What other shows do you get in Utah?
According to Jewish law, I think I was married to v.2 and v.3 religiously at the same time for a couple of months.
It’s funny, being such an unlikeable asshole myself, I didn’t notice that Greg House was supposed to be unsympathetic until it was pointed out to me. “Sure, he’s a depressive, drug-addicted, miserable egomaniac, who has no regard for the feelings of his colleagues or patients, and is unable to form meaningful human relationships… sounds fine to me, I can relate to that. Oh, wait, people don’t like him? Actually, that makes sense, people don’t like me either.”
Stating the premise as: “It’s Sherlock Holmes {In Space|On a Boat|In Ancient Rome}, only he’s an unlikable asshole” is flawed, since the original Sherlock Holmes was already an unlikable asshole.
You don’t need to include the “unlikable asshole” part is what I’m saying, that’s built into the “It’s Sherlock Holmes” part.
A neurotic, depressed man is asked by his neighbor to watch her dog during the afternoons. The dog, at least from his point of view, is a full-grown man in a bad costume.
I disagree. I don’t see Holmes, as Arthur Conan Doyle wrote him, as an unlikeable asshole. He was quirky and not always easy to get along with, but he was a genuinely good guy and Watson, at any rate, liked him; and I think I would have, too.
Now, on the other hand, Doyle’s other series character Professor Challenger…
On the Internet, nobody knows you’re really a talking dog.
Related to the OP, Happy Endings had a pretty terrible premise: “See what happens to a group of friends when two of them break-up.” Thankfully they realized that premise had no legs and abandoned it pretty quickly.
FWIW, Happy Endings was created by the same team that created Marry Me (the show mentioned in the OP)
Hence my disappointment with the show “Wife Swap.”
Get a bunch of guys with cameras to follow a bunch of police officers around and see what happens.
25 years later if I turn on COPS, it’ll probably 2 hours later before I finally say ‘geez, I’ve got to turn this off and go to bed’.
I remember being excited for the first episode of The Greatest American Hero. When I saw the instruction manual fall from his pocket, I turned the channel, never to watch TGAM again.
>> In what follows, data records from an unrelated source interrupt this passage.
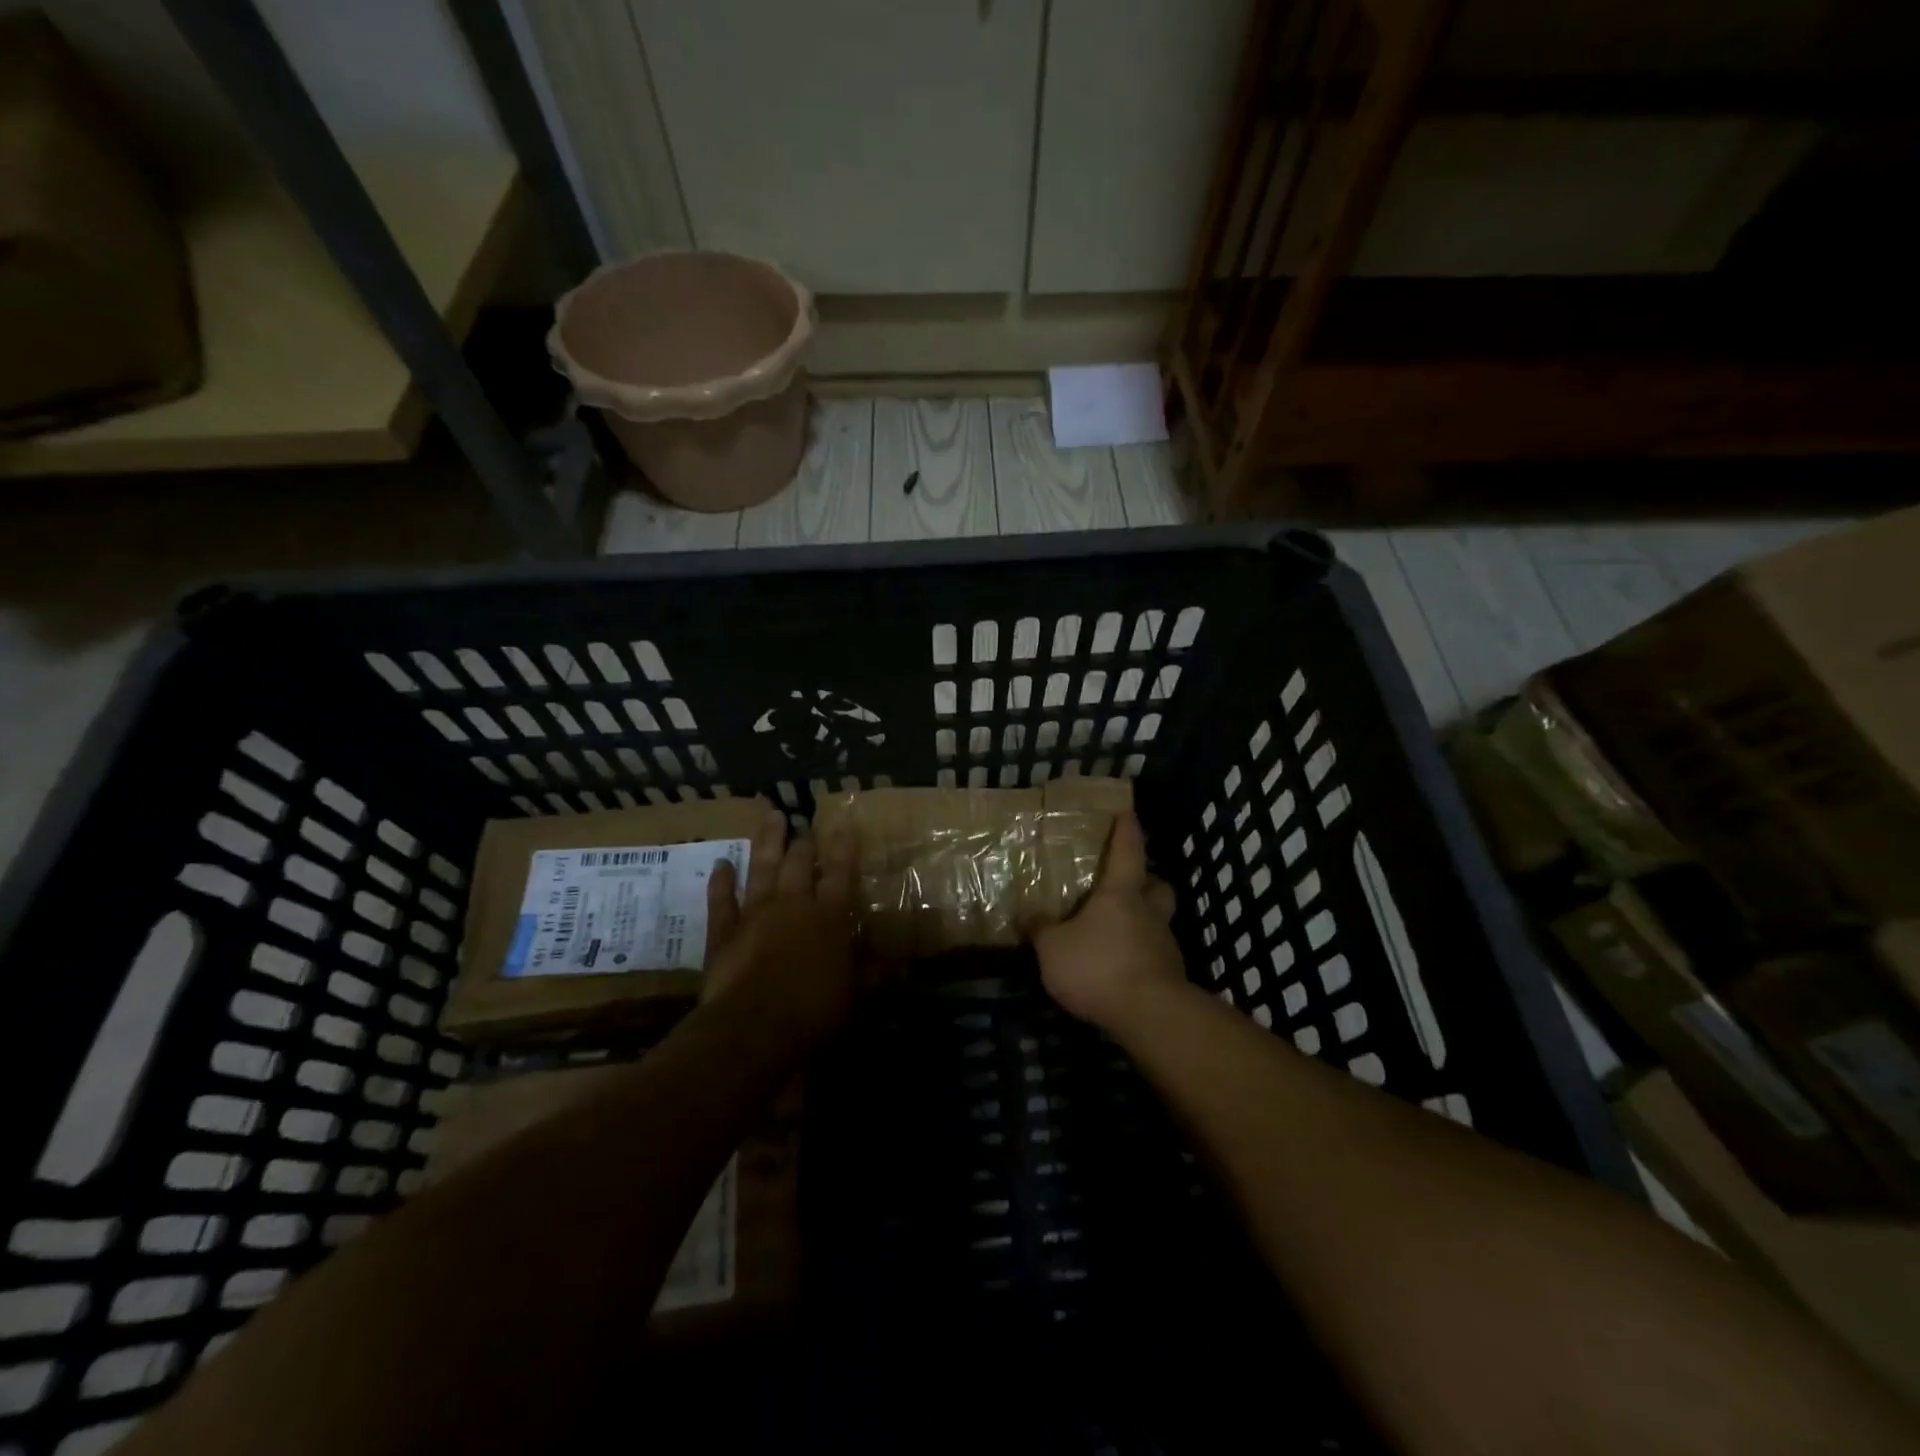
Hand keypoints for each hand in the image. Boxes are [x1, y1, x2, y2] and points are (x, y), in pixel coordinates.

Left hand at [703, 808, 862, 1040]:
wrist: (752, 1029)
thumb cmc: (812, 1012)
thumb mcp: (855, 997)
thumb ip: (875, 977)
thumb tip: (905, 968)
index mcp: (829, 918)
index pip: (840, 873)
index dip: (844, 847)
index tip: (844, 823)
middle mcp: (793, 906)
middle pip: (799, 864)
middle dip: (804, 843)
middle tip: (805, 825)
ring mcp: (755, 914)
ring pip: (762, 869)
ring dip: (767, 841)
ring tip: (772, 816)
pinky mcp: (724, 932)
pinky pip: (722, 900)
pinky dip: (721, 881)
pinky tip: (722, 863)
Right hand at [1034, 811, 1185, 1030]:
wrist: (1149, 1015)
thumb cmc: (1098, 966)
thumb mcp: (1053, 948)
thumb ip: (1041, 930)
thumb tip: (1027, 914)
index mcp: (1121, 893)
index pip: (1127, 851)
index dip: (1126, 830)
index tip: (1127, 812)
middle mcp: (1149, 912)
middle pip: (1158, 886)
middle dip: (1147, 880)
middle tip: (1129, 884)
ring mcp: (1164, 945)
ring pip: (1159, 921)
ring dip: (1143, 921)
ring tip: (1116, 933)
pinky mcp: (1171, 976)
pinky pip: (1155, 954)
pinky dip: (1140, 955)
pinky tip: (1120, 968)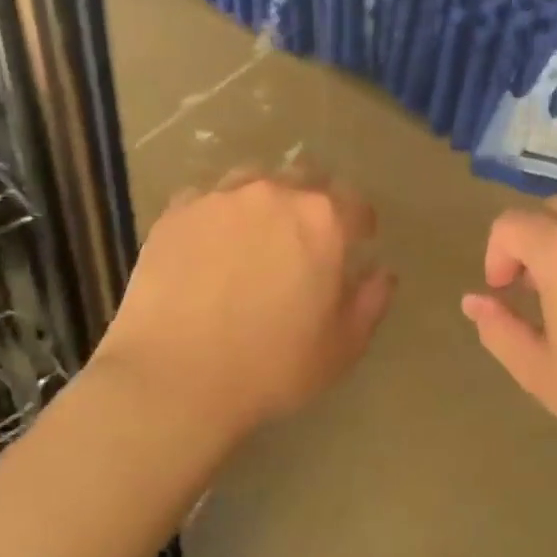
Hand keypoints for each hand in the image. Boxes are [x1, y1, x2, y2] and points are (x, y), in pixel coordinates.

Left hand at [96, 168, 396, 441]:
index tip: (358, 242)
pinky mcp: (175, 213)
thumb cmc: (271, 366)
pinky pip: (206, 199)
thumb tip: (382, 273)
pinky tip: (209, 246)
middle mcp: (274, 194)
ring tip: (254, 235)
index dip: (360, 223)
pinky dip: (217, 215)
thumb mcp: (342, 347)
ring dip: (263, 201)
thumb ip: (371, 302)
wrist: (175, 377)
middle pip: (304, 178)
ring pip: (252, 181)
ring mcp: (219, 198)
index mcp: (323, 221)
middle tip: (305, 239)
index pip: (354, 203)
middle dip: (313, 202)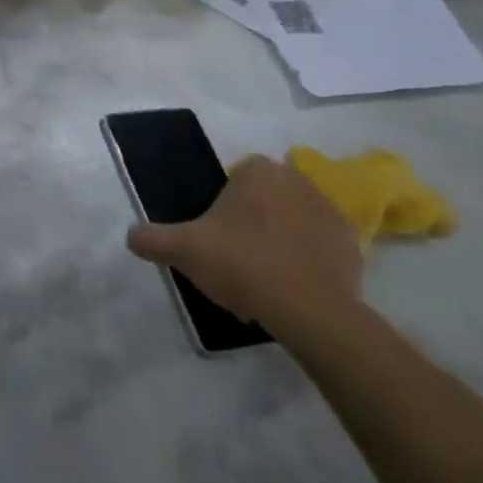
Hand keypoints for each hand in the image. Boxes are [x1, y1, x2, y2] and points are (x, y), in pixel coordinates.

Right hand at [127, 155, 362, 333]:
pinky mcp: (353, 245)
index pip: (235, 177)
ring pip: (293, 219)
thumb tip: (130, 237)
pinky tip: (292, 287)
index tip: (216, 236)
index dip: (223, 206)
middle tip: (237, 256)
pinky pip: (320, 246)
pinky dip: (308, 260)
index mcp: (258, 171)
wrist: (310, 311)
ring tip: (265, 277)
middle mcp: (297, 180)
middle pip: (265, 197)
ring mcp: (330, 212)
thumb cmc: (242, 264)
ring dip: (281, 238)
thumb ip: (152, 239)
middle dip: (253, 219)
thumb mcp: (184, 250)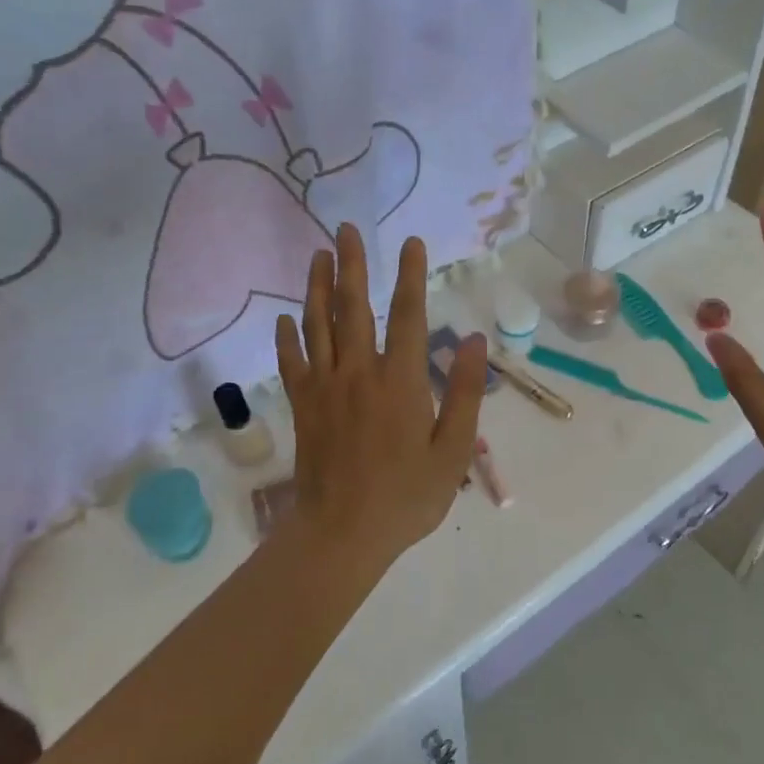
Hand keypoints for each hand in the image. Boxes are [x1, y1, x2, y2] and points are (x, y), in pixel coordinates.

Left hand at [275, 223, 486, 575]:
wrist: (342, 534)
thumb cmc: (406, 496)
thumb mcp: (453, 451)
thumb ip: (466, 393)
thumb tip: (477, 341)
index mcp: (400, 381)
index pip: (407, 315)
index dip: (410, 275)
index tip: (410, 242)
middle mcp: (359, 372)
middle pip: (353, 307)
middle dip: (352, 264)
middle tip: (345, 229)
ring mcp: (325, 387)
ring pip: (318, 325)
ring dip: (317, 287)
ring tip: (317, 255)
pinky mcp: (302, 406)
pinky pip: (291, 361)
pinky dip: (288, 336)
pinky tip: (286, 317)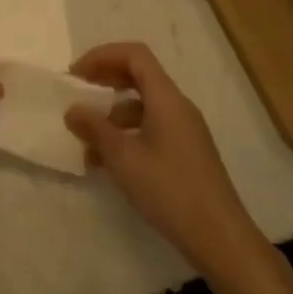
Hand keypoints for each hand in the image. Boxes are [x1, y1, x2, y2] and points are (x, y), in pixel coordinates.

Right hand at [65, 43, 272, 280]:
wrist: (220, 238)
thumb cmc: (170, 190)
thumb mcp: (123, 158)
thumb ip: (95, 129)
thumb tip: (72, 110)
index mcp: (167, 99)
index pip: (134, 55)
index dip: (102, 56)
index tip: (76, 75)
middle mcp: (178, 107)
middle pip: (139, 75)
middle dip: (105, 80)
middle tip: (77, 94)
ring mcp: (184, 130)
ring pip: (142, 105)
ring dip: (111, 114)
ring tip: (86, 140)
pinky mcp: (185, 152)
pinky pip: (150, 128)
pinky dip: (125, 134)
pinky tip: (107, 162)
I had a vision that the rest of the show would be about how he couldn’t control his powers, but would still end up saving the day… which bored me.
Let’s take three stereotypical nerds (one WASP, one India-Indian, and one Jewish, all stereotypically so), add a total stereotypical nerd nutjob and then toss a pretty stereotypically dumb blonde actress into the mix.
Like that show of stereotypical people could ever make a big enough bang to become the #1 comedy!
You’re both wrong. The show’s awful premise is that selfishness and glee in your friends’ misfortunes are actually attractive qualities. And that’s what made it brilliant.
No. Ned actually bought fresh fruit and let it rot in a secret room in the shop. It’s shown in the ep where a crooked health inspector visits.
Agreed.
The funniest portions of the series were the parts when the protagonists weren’t dressed in drag.